In a breezy appendix to his two large studies of our species—21 Lessons for the 21st Century—Harari extrapolates into the future world of robots, big data, bionic enhancement, and transhuman capacities, awakening his readers’ anxieties at the prospect of a world that we no longer control. This appendix adds little to the picture offered in the two previous volumes, but it does contain a blunt statement of Harari’s reductionism. He believes that the liberal enlightenment was the best replacement for the old superstitions and oppressions of the religious worldview but that liberalism has run its course. Its assumptions about human nature have been refuted, and its optimism is no longer believable. “Those who believe in the liberal story,” he writes,

live by the light of two commandments: create, and fight for liberty. Creativity can manifest itself in writing a poem, exploring your sexuality, inventing a new app, or discovering an unknown chemical. Fighting for liberty incudes anything that frees people from social, biological and physical constraints, be it demonstrating against brutal dictators, teaching girls to read, finding a cure for cancer, or building a spaceship. . . . This sounds extremely exciting and profound in theory. Unfortunately, human freedom and human creativity are not what the liberal story imagines them to be. To the best of our scientific understanding, there is no magic behind our choices and creations. They are the product of billions of neurons exchanging biochemical signals, and even if you liberate humans from the yoke of the Catholic Church and the Soviet Union, their choices will be dictated by biochemical algorithms as ruthless as the Inquisition and the KGB.

It is false to say that we are imprisoned by algorithms in the same way that we might be imprisoned by an authoritarian church or a criminal regime. And when the algorithms in the brain click home to their theorem, what occurs is not just a movement of the organism; it is an action of the person. It is something that happens but also something done, by a self-conscious individual who acts for a reason. There is a problem in reconciling these two seemingly incommensurable descriptions of a single process. But to assume, as Harari does, that the description of my bodily movement gives the whole truth about the action that I perform is to overlook the real escape clause from the “contract with modernity”—namely, the escape clause provided by the first-person perspective.

Like Stephen Pinker, Richard Dawkins, and others who have defended the biological view of the human condition, Harari is troubled by the first-person case, which seems to deliver a different world from the world of scientific inquiry.

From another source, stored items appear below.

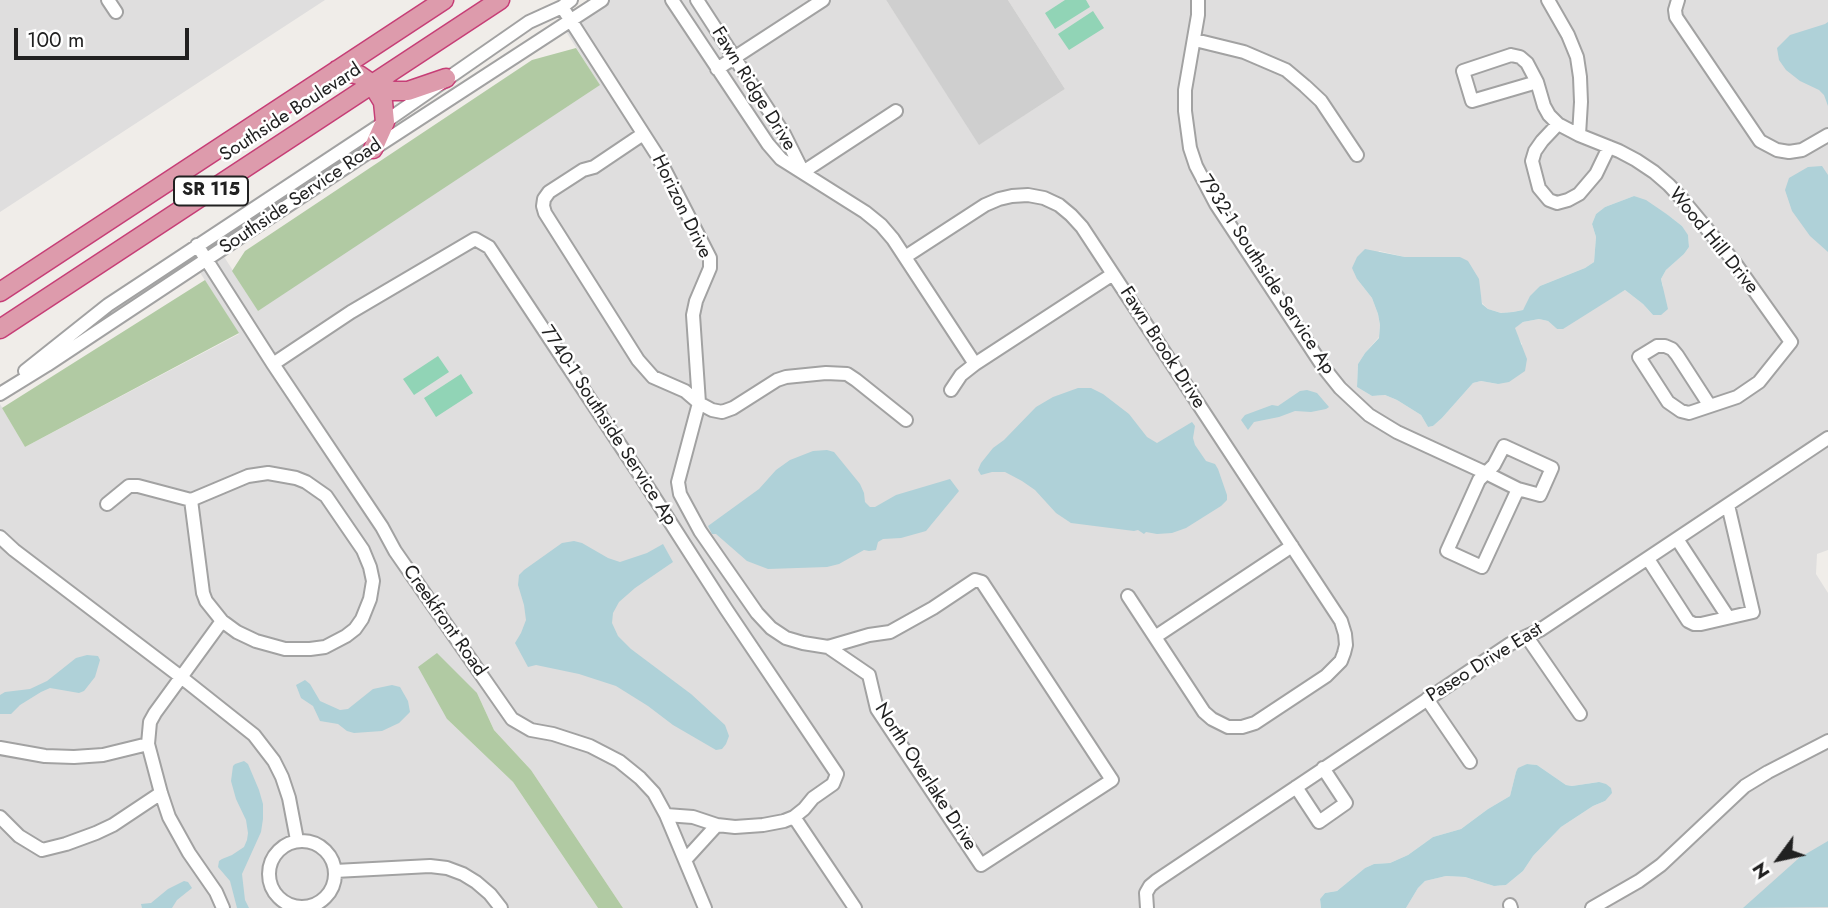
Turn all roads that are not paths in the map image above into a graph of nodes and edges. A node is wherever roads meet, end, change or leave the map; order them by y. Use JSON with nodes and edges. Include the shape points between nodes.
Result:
{"nodes":[{"id":1,"x":108,"y":0,"type":"edge"},
{"id":2,"x":444,"y":0,"type":"edge"},
{"id":3,"x":500,"y":0,"type":"edge"},
{"id":4,"x":602,"y":0,"type":"edge"},
{"id":5,"x":672,"y":0,"type":"edge"},
{"id":6,"x":697,"y":0,"type":"edge"},
{"id":7,"x":822,"y":0,"type":"edge"},
{"id":8,"x":1198,"y":0,"type":"edge"},
{"id":9,"x":1548,"y":0,"type":"edge"},
{"id":10,"x":1678,"y":0,"type":"edge"},
{"id":11,"x":567,"y":3,"type":"edge"},
{"id":12,"x":116,"y":12,"type":"dead end"},
{"id":13,"x":571,"y":21,"type":"junction"},
{"id":14,"x":1195,"y":40,"type":"junction"},
{"id":15,"x":734,"y":57,"type":"junction"},
{"id":16,"x":717,"y":69,"type":"junction"},
{"id":17,"x":337,"y":70,"type":"junction"},
{"id":18,"x":446,"y":78,"type":"junction"},
{"id":19,"x":1537,"y":82,"type":"junction"},
{"id":20,"x":372,"y":84,"type":"junction"},
{"id":21,"x":896,"y":111,"type":"dead end"},
{"id":22,"x":385,"y":121,"type":"junction"},
{"id":23,"x":1558,"y":124,"type":"junction"},
{"id":24,"x":643,"y":134,"type":"junction"},
{"id":25,"x":1578,"y":135,"type":"junction"},
{"id":26,"x":1828,"y":135,"type":"edge"},
{"id":27,"x":1609,"y":147,"type":"junction"},
{"id":28,"x":373,"y":149,"type":"junction"},
{"id":29,"x":1357,"y":155,"type":"dead end"},
{"id":30,"x":803,"y":172,"type":"junction"},
{"id":31,"x":197,"y":245,"type":"junction"},
{"id":32,"x":905,"y":257,"type":"junction"},
{"id":33,"x":206,"y":260,"type":"junction"},
{"id":34,"x":1113,"y":274,"type":"junction"},
{"id":35,"x":0,"y":292,"type":"edge"},
{"id":36,"x":0,"y":329,"type":"edge"},
{"id":37,"x":273,"y":364,"type":"junction"},
{"id":38,"x":975,"y":364,"type":"junction"},
{"id":39,"x":951,"y":390,"type":"dead end"},
{"id":40,"x":0,"y":393,"type":"edge"},
{"id":41,"x":699,"y":403,"type":"junction"},
{"id":42,"x":1710,"y":406,"type":"junction"},
{"id":43,"x":906,"y":420,"type":"dead end"},
{"id":44,"x":1828,"y":438,"type":"edge"},
{"id":45,"x":1486,"y":473,"type":"junction"},
{"id":46,"x":1518,"y":489,"type":"junction"},
{"id":47,"x":191,"y":500,"type":"junction"},
{"id":48,"x":107,"y":504,"type":"dead end"},
{"id":49,"x":1728,"y":505,"type":"junction"},
{"id":50,"x":0,"y":537,"type":"edge"},
{"id":51,"x":1677,"y":539,"type":"junction"},
{"id":52,"x":1292,"y":546,"type":"junction"},
{"id":53,"x":1647,"y":559,"type":"junction"},
{"id":54,"x":1128,"y":596,"type":"dead end"},
{"id":55,"x":1728,"y":617,"type":"junction"},
{"id":56,"x":222,"y":621,"type":"junction"},
{"id":57,"x":1155,"y":637,"type":"junction"},
{"id":58,"x":1527,"y":637,"type":"junction"},
{"id":59,"x":828,"y":647,"type":"junction"},
{"id":60,"x":181,"y":677,"type":"junction"},
{"id":61,"x":1427,"y":699,"type":"junction"},
{"id":62,"x":1580,"y":714,"type":"dead end"},
{"id":63,"x":1828,"y":741,"type":"edge"},
{"id":64,"x":148,"y":744,"type":"junction"},
{"id":65,"x":0,"y":748,"type":"edge"},
{"id":66,"x":1469,"y":762,"type":"dead end"},
{"id":67,"x":1323,"y":768,"type":"junction"},
{"id":68,"x":1296,"y":787,"type":"junction"},
{"id":69,"x":161,"y":793,"type":"junction"},
{"id":70,"x":666,"y":815,"type":"junction"},
{"id":71,"x":0,"y":817,"type":"edge"},
{"id":72,"x":794,"y":817,"type":"junction"},
{"id":73,"x":717,"y":825,"type":"junction"},
{"id":74,"x":297,"y":841,"type":"junction"},
{"id":75,"x":686,"y":859,"type":"junction"},
{"id":76,"x":335,"y":871,"type":"junction"},
{"id":77,"x":299,"y":907,"type":"edge"},
{"id":78,"x":223,"y":908,"type":"edge"},
{"id":79,"x":501,"y":908,"type":"edge"},
{"id":80,"x":705,"y":908,"type":"edge"},
{"id":81,"x":855,"y":908,"type":"edge"},
{"id":82,"x":1147,"y":908,"type":"edge"},
{"id":83,"x":1592,"y":908,"type":"edge"}],
"edges":[{"from":1,"to":12,"type":"street"},
{"from":2,"to":17,"type":"highway","name":"Southside Boulevard","number":"SR 115"},
{"from":3,"to":20,"type":"highway","name":"Southside Boulevard","number":"SR 115"},
{"from":4,"to":13,"type":"street","name":"Southside Service Road"},
{"from":5,"to":16,"type":"street","name":"Fawn Ridge Drive"},
{"from":6,"to":15,"type":"street","name":"Fawn Ridge Drive"},
{"from":7,"to":15,"type":"street"},
{"from":8,"to":14,"type":"street","name":"7932-1 Southside Service Ap"},
{"from":9,"to":25,"type":"street","via":[[1577,57]]},
{"from":10,"to":26,"type":"street","via":[[1676,17],[1760,141],[1789,152]]},
{"from":11,"to":13,"type":"street","name":"Horizon Drive"},
{"from":11,"to":18,"type":"street","name":"Southside Service Road","via":[[529,22]]},
{"from":13,"to":24,"type":"street","name":"Horizon Drive"},
{"from":13,"to":28,"type":"street","name":"Southside Service Road"},
{"from":14,"to":29,"type":"street","via":[[1244,52],[1286,70],[1321,101]]},
{"from":14,"to":45,"type":"street","name":"7932-1 Southside Service Ap","via":[[1185,111],[1196,166],[1324,368],[1356,404],[1382,424]]},
{"from":15,"to":16,"type":"street"},
{"from":15,"to":30,"type":"street","name":"Fawn Ridge Drive"},
{"from":16,"to":30,"type":"street","name":"Fawn Ridge Drive","via":[[768,144],[781,159]]},
{"from":17,"to":20,"type":"highway","via":[[359,75]]},
{"from":17,"to":35,"type":"highway","name":"Southside Boulevard","number":"SR 115"},
{"from":18,"to":20,"type":"highway","via":[[408,91]]},
{"from":18,"to":22,"type":"street","name":"Southside Service Road"},
{"from":19,"to":19,"type":"street","via":[[1472,101],[1463,71],[1511,55],[1527,63]]},
{"from":19,"to":23,"type":"street","via":[[1544,106]]},
{"from":20,"to":22,"type":"highway","via":[[383,102]]},
{"from":20,"to":36,"type":"highway","name":"Southside Boulevard","number":"SR 115"},
{"from":21,"to":30,"type":"street"},
{"from":22,"to":28,"type":"highway"},
{"from":22,"to":31,"type":"street","name":"Southside Service Road"},
{"from":23,"to":25,"type":"street"},
{"from":23,"to":27,"type":"street","via":[[1535,151],[1532,162],[1539,188],[1549,200],[1557,203],[1579,194],[1596,174]]},
{"from":24,"to":41,"type":"street","name":"Horizon Drive","via":[[710,258],[693,314]]},
{"from":24,"to":41,"type":"street","via":[[549,192],[543,206],[638,360],[653,377],[685,391]]},
{"from":25,"to":27,"type":"street","name":"Wood Hill Drive"},
{"from":27,"to":42,"type":"street","name":"Wood Hill Drive","via":[[1654,172],[1682,199],[1791,342],[1759,382],[1737,397]]},
{"from":28,"to":33,"type":"street","name":"Southside Service Road"},
{"from":30,"to":32,"type":"street","via":[[881,225]]},
{"from":31,"to":33,"type":"street"},
{"from":31,"to":40,"type":"street","name":"Southside Service Road","via":[[108,305]]},
{"from":32,"to":34,"type":"street","name":"Fawn Brook Drive","via":[[985,205],[1028,195],[1044,198],[1071,215]]},
{"from":32,"to":38,"type":"street"},
{"from":33,"to":37,"type":"street"},
{"from":33,"to":40,"type":"street","name":"Southside Service Road"},
{"from":34,"to":38,"type":"street"},
{"from":34,"to":52,"type":"street","name":"Fawn Brook Drive"},
{"from":37,"to":70,"type":"street","name":"Creekfront Road","via":[[512,719],[619,761],[654,793]]},
{"from":37,"to":72,"type":"street","name":"7740-1 Southside Service Ap","via":[[475,239],[489,247],[837,774],[833,784]]},
{"from":38,"to":39,"type":"street"},
{"from":41,"to":43,"type":"street","via":[[722,411],[786,377],[846,374]]},
{"from":41,"to":59,"type":"street","name":"Horizon Drive","via":[[678,482],[680,494],[700,531],[771,628],[786,638]]},
{"from":42,"to":42,"type":"street","via":[[1689,413],[1674,408],[1639,357],[1657,346],[1672,349]]},
{"from":44,"to":49,"type":"street","name":"Paseo Drive East"},
{"from":45,"to":46,"type":"street","name":"7932-1 Southside Service Ap"},
{"from":45,"to":46,"type":"street","via":[[1504,446],[1552,468],[1540,495]]},
{"from":45,"to":46,"type":"street","via":[[1447,551],[1482,567]]},
{"from":47,"to":48,"type":"street","via":[[129,486]]},
{"from":47,"to":56,"type":"street","via":[[203,593]]},
{"from":47,"to":56,"type":"street","via":[[248,476],[268,473],[296,478],[326,496],[370,567],[373,582],[362,619],[346,636],[325,647],[274,647]]},
{"from":49,"to":51,"type":"street","name":"Paseo Drive East"},
{"from":49,"to":55,"type":"street","via":[[1754,612]]},
{"from":50,"to":60,"type":"street"},
{"from":51,"to":53,"type":"street","name":"Paseo Drive East"},
{"from":51,"to":55,"type":"street"},
{"from":52,"to":57,"type":"street"},
{"from":52,"to":57,"type":"street","name":"Fawn Brook Drive","via":[[1345,634],[1341,661],[1326,676],[1255,723],[1228,727],[1204,712]]},
{"from":53,"to":55,"type":"street","via":[[1688,621],[1701,624]]},
{"from":53,"to":58,"type":"street","name":"Paseo Drive East"},
{"from":54,"to":57,"type":"street"},
{"from":56,"to":60,"type":"street"},
{"from":58,"to":61,"type":"street","name":"Paseo Drive East"},
{"from":58,"to":62,"type":"street"},
{"from":59,"to":59,"type":"street","name":"North Overlake Drive","via":[[869,675],[877,709],[981,864],[1112,780],[982,582],[975,580],[890,632]]},
{"from":60,"to":64,"type":"street","via":[[150,722]]},
{"from":60,"to":74,"type":"street","via":[[254,735],[269,754],[289,798]]},
{"from":61,"to":66,"type":"street"},
{"from":61,"to":67,"type":"street","name":"Paseo Drive East"},
{"from":63,"to":83,"type":"street","via":[[1745,786],[1661,865]]},
{"from":64,"to":65,"type":"street","via":[[74,757]]},
{"from":64,"to":69,"type":"street"},
{"from":67,"to":68,"type":"street","name":"Paseo Drive East"},
{"from":67,"to":68,"type":"street","via":[[1346,803],[1328,816],[1319,822]]},
{"from":68,"to":82,"type":"street","name":"Paseo Drive East","via":[[1156,881],[1146,893]]},
{"from":69,"to":71,"type":"street","via":[[104,829],[42,850]]},
{"from":69,"to":78,"type":"street","via":[[169,817]]},
{"from":70,"to":73,"type":"street"},
{"from":70,"to":75,"type":"street","name":"Creekfront Road"},
{"from":72,"to":73,"type":"street","via":[[755,826]]},
{"from":72,"to":81,"type":"street"},
{"from":73,"to":75,"type":"street"},
{"from":74,"to":76,"type":"street","via":[[315,842],[324,848]]},
{"from":74,"to":77,"type":"street","via":[[275,853],[268,874],[276,895]]},
{"from":75,"to":80,"type":"street","name":"Creekfront Road"},
{"from":76,"to":77,"type":"street","via":[[332,890],[325,898],[316,905]]},
{"from":76,"to":79,"type":"street","via":[[447,868],[476,882]]}]}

What is consciousness, and how is it explained? Harari treats consciousness as a kind of inner quale, a “what it is like” that glows on the strands of our neurons like a secret blush. That vision has surely been exorcized by Wittgenstein’s private language argument. At any rate, it is hardly surprising if, envisaging the first-person perspective in such a way, Harari leaves the problem of consciousness where he found it, in the box of unsolved problems.

The obstacle that stands in the way of all biological reductionism is not consciousness but self-consciousness, the “I think” that accompanies my perceptions, as Kant put it. This “I,” which is always subject and never object, which flits behind its own awareness and is never in its own line of sight, belongs to the “deep grammar” of the human condition. It resides neither in the physical world nor in the Lebenswelt, for the reason that it does not reside. There is no place where it can be captured, and no quality or condition that points to where it hides. It is the source of our freedom and the thing whose story remains always to be told, when the causal theory has been completed. It is what we are, and its absence from Harari’s narrative implies that his comprehensive biological theory is not a theory of humanity at all. It is an account of homo, without the sapiens. Harari’s world would contain only objects and no subjects. And in that world, the Turing machines would dance meaninglessly, until someone with the gift of self-consciousness decides to turn them off.